Between 1972 and 1990, while still lecturing at the Institut National des Langues et Civilisations Orientales (INALCO) and the Sorbonne nouvelle, Gilbert Lazard was appointed to the Chair of Iranian linguistics and philology at the École pratique des hautes études (4th Section): this was an opportunity to introduce scholars and students to a gamut of ancient Iranian languages (Old Persian, Avestan, Sogdian) and to such recent findings as the inscription of Surkh-Khotal.Footnote 12
In 1980, Gilbert Lazard was elected to the Académie des Inscriptions et Belles-Lettres, for which he served as president for the year 1990. Until the very end, he took an active part in the weekly meetings, discussing the work of his colleagues or presenting his own.
For Lazard, who considered himself first and foremost a linguist, Iranian studies was never the sole, or primary, scholarly target. He had pledged to return to general linguistics, the field in which his master Benveniste had left his mark, at the age of forty, after building sufficient background in Iranian languages and typology. It was, in fact, in his fiftieth year that he gathered a group of scholars of comparative linguistics to address the long-standing issue of “actancy.”Footnote 13 For over a decade, Gilbert Lazard ran the team within the framework of the CNRS, and the group published a dozen volumes.
The last major contribution of Gilbert Lazard to comparative linguistics was a collaboration with the Eurotyp research team, a large-scale European research project focusing on the typology of European languages. At Lazard’s request, one volume in the series was published in French, which included a paper he had penned.Footnote 14
With his fine literary translations, Lazard also contributed Iranian studies from a different angle. His first French rendition of Khayyām’s quatrains—a genre most suited to his spirit and humor—was issued in 1953; it was reedited twice, with additional translations, in 1979 and 2002. Together with Roger Lescot and Henri Massé, he translated selections from Zabihollāh Safā’s great anthology of Persian poetry, Ganj-e sokhan.Footnote 15 Lazard also offered a revised edition of selected excerpts from Jules Mohl’s translation of Le Livre des rois de Ferdowsi (1979). His last published translation was a selection of poems by Hāfez: 101 ghazals amoureux (2010). Lazard’s earlier translations also include modern prose, with short stories by Sādeq Hedāyat and the novel Hāji Āqā.

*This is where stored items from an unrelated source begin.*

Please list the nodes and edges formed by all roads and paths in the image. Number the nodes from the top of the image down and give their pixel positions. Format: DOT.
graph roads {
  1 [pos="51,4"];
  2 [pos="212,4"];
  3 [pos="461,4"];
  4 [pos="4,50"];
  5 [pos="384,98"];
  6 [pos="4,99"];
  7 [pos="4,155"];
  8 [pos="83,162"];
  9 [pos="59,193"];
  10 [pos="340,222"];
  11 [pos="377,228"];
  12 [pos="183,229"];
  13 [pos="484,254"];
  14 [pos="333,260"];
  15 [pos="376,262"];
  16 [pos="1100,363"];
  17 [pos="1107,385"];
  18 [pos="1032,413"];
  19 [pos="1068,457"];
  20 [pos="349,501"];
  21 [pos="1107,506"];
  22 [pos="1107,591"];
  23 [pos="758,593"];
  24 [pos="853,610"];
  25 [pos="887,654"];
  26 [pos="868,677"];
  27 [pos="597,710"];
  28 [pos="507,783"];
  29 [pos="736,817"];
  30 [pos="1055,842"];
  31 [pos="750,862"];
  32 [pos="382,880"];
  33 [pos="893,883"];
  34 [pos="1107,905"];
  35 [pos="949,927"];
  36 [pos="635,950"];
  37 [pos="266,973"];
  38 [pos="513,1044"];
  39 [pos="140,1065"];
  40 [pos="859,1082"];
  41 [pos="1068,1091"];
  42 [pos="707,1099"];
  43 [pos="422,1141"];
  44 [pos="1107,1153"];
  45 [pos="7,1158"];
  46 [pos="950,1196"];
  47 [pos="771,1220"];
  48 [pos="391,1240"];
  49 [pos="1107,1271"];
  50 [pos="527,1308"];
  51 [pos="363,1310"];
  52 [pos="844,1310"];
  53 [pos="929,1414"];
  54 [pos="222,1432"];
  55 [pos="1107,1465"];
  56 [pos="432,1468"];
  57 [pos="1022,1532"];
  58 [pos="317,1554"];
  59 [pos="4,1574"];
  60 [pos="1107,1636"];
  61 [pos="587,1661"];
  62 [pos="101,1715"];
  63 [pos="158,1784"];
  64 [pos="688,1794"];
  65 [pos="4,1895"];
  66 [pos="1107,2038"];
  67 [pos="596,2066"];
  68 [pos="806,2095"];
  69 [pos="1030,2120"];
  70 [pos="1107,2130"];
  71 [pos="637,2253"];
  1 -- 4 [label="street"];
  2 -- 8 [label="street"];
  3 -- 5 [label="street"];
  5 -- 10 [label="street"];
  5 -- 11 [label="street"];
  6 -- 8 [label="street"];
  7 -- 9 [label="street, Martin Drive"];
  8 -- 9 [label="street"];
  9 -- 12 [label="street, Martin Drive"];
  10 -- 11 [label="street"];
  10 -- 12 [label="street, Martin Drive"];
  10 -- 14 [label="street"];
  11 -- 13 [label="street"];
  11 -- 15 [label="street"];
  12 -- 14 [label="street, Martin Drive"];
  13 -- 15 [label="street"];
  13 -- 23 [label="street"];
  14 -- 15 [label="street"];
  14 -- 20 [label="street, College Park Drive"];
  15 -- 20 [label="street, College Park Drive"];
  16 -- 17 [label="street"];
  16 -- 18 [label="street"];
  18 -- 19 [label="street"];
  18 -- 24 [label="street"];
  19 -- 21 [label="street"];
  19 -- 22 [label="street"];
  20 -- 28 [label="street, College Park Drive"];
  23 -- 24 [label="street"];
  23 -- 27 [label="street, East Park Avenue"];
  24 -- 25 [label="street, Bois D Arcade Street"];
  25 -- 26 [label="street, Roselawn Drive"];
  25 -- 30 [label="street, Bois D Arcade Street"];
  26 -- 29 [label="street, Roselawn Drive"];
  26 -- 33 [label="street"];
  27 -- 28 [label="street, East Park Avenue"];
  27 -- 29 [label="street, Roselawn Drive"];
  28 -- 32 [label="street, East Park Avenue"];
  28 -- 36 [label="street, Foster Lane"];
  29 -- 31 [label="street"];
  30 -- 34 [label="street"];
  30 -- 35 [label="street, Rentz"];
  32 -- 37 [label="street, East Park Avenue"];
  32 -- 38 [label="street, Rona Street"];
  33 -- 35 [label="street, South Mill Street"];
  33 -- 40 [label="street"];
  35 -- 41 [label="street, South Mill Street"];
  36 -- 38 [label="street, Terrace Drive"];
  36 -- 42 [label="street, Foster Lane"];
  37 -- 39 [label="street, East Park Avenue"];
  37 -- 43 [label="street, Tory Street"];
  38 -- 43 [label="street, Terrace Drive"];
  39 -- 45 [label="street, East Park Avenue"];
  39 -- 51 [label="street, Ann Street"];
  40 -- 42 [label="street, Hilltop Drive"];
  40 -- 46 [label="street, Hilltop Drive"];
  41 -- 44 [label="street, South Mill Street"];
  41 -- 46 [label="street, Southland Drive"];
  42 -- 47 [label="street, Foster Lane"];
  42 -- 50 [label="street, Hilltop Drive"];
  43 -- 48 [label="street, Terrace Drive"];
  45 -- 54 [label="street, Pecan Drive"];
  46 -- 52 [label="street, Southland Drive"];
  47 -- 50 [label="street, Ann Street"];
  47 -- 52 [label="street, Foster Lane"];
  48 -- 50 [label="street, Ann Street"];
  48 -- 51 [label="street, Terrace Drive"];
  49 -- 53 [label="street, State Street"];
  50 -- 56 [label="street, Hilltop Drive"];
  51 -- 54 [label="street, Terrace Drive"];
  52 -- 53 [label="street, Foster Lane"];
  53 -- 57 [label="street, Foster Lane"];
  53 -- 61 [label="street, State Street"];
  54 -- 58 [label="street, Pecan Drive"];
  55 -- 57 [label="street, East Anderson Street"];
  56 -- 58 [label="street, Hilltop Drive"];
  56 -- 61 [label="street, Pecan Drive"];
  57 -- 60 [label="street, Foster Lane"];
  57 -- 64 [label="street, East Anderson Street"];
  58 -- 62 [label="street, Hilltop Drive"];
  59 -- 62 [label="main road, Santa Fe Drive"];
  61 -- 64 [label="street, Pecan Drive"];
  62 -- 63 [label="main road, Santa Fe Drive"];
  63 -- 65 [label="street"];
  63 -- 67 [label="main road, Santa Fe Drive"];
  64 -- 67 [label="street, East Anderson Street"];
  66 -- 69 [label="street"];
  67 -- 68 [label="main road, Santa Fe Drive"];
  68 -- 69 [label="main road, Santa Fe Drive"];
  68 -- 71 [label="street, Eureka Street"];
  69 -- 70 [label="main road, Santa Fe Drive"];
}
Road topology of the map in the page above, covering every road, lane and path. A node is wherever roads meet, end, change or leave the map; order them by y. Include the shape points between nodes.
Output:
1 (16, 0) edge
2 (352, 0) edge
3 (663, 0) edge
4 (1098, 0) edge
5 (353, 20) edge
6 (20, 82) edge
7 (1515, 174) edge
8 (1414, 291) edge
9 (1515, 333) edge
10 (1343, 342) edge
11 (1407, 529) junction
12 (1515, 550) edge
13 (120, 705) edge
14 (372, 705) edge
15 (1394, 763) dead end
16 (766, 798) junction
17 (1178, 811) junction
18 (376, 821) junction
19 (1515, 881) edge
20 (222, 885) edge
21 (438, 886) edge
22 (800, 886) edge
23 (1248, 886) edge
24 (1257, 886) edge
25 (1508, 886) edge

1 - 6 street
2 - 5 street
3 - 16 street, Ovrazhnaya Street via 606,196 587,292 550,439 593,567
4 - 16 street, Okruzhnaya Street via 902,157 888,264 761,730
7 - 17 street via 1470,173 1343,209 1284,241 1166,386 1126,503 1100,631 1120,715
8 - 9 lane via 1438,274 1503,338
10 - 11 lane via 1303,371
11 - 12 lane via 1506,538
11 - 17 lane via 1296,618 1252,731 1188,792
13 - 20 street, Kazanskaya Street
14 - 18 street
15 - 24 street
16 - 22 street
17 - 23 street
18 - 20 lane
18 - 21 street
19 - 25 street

As much as this choice of texts, the sharp elegance of Lazard’s translations speaks to the special fondness he nurtured for Persian culture and its free spirit, in a quest for truth all too often obscured by religion and fanaticism. A man of rigor and a humanist, Gilbert Lazard lived by his word, and by the rules of gaya scienza. Committed to freedom, secular at heart and respectful of others, he was relentless in his search for knowledge and infinitely caring as a mentor. With his passing, Iranian studies has lost a great scholar and a dear companion.Footnote 16
Besides receiving the Légion d’honneur, the French War Cross 1939–45 and the Resistance Medal, decorations awarded as an acknowledgment of remarkable acts of courage that contributed to the French Resistance, Gilbert Lazard was the recipient of several prestigious French and international academic awards and distinctions throughout his career. Lazard was also recognized by the Iranian academic community. He was an Honorary Member of the Association for Iranian Studies and was a receipient of its Lifetime Achievement Award in 2010, was made an Honorary Member of the Iranian Academy in January 2017, and was the recipient of the Mahmud Afshar Foundation Literary and Historical Prize, also in 2017.